Из всех возможных обвинений это кажется Питеру самым несправедливым. Его отец, бледный, пошатывающийся, сходящий по ступеням как слепой, несостоятельный должник в картонной коробке...
– Тем большую ответственность, – продолжает Зиммерман мягко, накладывает это на окружающих.
– По-моему, он только и думает об ответственности, – говорит Питер, загипнотизированный медленными ласкающими движениями большого пальца Зиммермана по руке Пенни. Она покоряется ему; Питер вдруг словно прозрел. И этой шлюхе, этой кукле он готов был рассказать о своих драгоценных пятнах!
Рот Зиммермана еще шире растягивается в улыбке.
– Конечно, ты смотришь на него иначе, чем я. Я сам точно так же смотрел на своего отца.

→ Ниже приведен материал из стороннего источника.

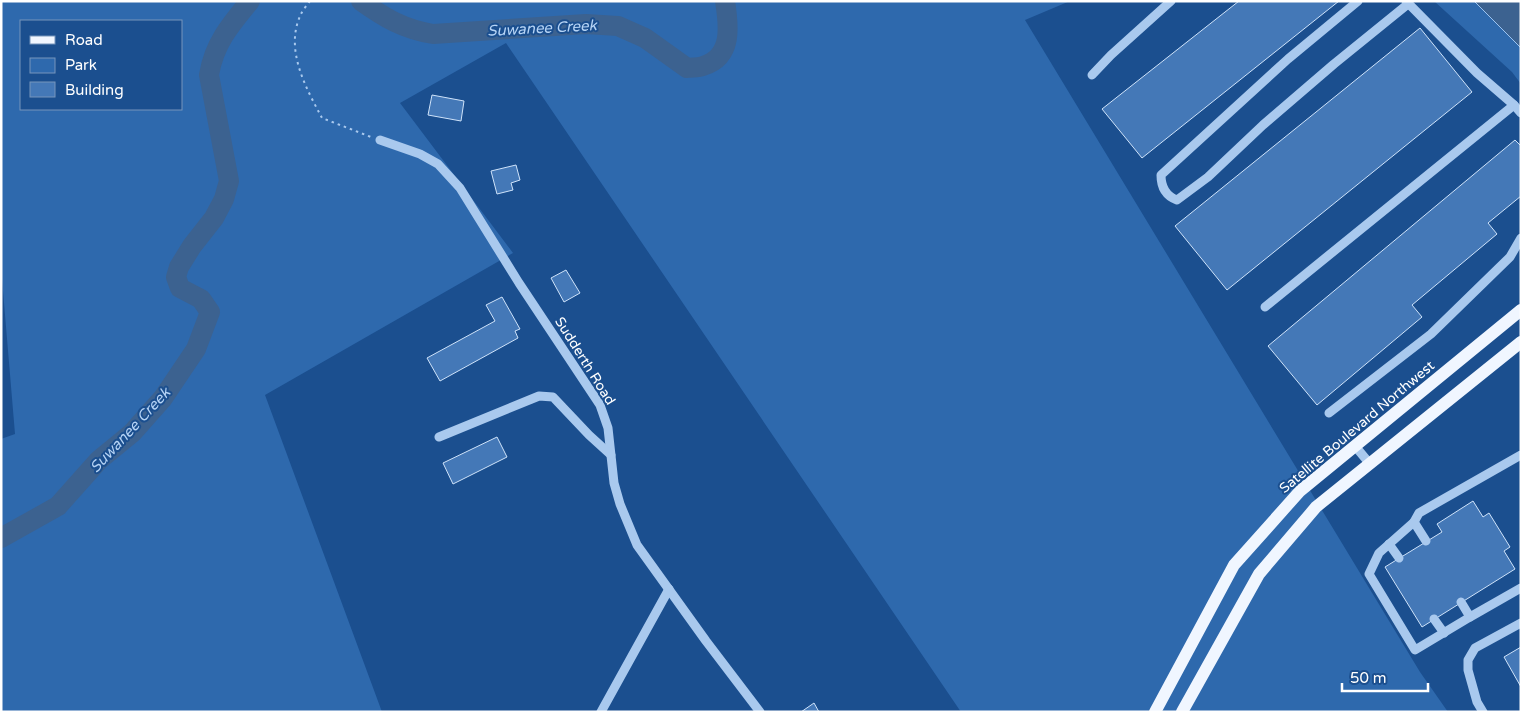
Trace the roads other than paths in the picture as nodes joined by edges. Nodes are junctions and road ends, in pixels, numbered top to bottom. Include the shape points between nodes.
1 (1171, 1) edge
2 (1358, 1) edge
3 (1407, 2) edge
4 (1092, 75) dead end
5 (1514, 105) junction
6 (1521, 113) edge
7 (380, 140) road end
8 (1521, 238) edge
9 (1265, 307) dead end
10 (1521, 310) edge
11 (1521, 342) edge
12 (1329, 414) dead end
13 (439, 437) dead end
14 (1355, 446) junction
15 (611, 455) junction
16 (1521, 455) edge
17 (1370, 464) junction
18 (1414, 522) junction
19 (1426, 541) dead end
20 (1389, 544) junction
21 (1399, 558) dead end
22 (1521, 588) edge
23 (669, 589) junction
24 (1461, 602) dead end
25 (1470, 617) junction
26 (1434, 618) dead end
27 (1521, 623) edge
28 (1444, 633) junction
29 (601, 712) edge
30 (760, 712) edge
31 (1155, 712) edge
32 (1182, 712) edge
33 (1483, 712) edge

1 - 4 street
2 - 3 street via 1288,59 1160,175 1160,184 1171,198 1178,200 1208,177
3 - 5 street via 1477,73
5 - 6 street
5 - 9 street
7 - 15 street, Sudderth Road via 438,164 460,188 600,405 608,428
8 - 12 street via 1510,257 1431,334
10 - 14 main road, Satellite Boulevard Northwest
11 - 17 main road
13 - 15 street via 540,396 553,397
14 - 17 street
14 - 31 main road, Satellite Boulevard Northwest via 1300,491 1234,565
15 - 23 street, Sudderth Road via 620,504 637,545
16 - 18 street via 1419,513
17 - 32 main road via 1316,508 1259,574
18 - 19 street
18 - 20 street
20 - 21 street
20 - 28 street via 1379,554 1369,574 1415,650
22 - 25 street
23 - 29 street
23 - 30 street, Sudderth Road
24 - 25 street
25 - 28 street
26 - 28 street
27 - 33 street via 1475,648 1468,660 1477,702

Они многое видят одинаково, эти двое; оба видят в других людях лишь почву для самоутверждения. Это сродство делает возможной борьбу между ними. Питер чувствует дружелюбие, переплетающееся с враждебностью, доверие, смешанное со страхом. Но директор просчитался, когда искал близости; отчужденность и молчание всегда берут верх. Питер смотрит ему в лицо и, едва удержавшись от непоправимой дерзости, отворачивается. Он чувствует, что шея у него краснеет сбоку, как у матери.
– Он только и думает об ответственности, – говорит он об отце. – Как раз сейчас пришлось сделать рентген желудка, но он гораздо больше беспокоится о какой-то несчастной книжке билетов на баскетбол, которая куда-то запропастилась.
Зиммерман быстро переспрашивает:
– Билетов? – и Питер с удивлением чувствует, что, кажется, сквитался с ним. Директор поворачивает голову, и его морщины проступают яснее; это его старит. Питер торжествует при мысли, что у него, мстителя за отца, есть это превосходство над врагом: ему больше лет дано прожить. Сейчас, здесь, он ничтожен и бессилен, зато в перспективе будущего он могуч. Зиммерман что-то шепчет, кажется, он растерян. – Надо будет поговорить с ним, бормочет он как бы про себя.
Да, Питер зашел слишком далеко. От страха, что он совершил непоправимое предательство, у него ноет в животе, как в детстве, когда он, опаздывая, бежал вдоль трамвайных путей в начальную школу.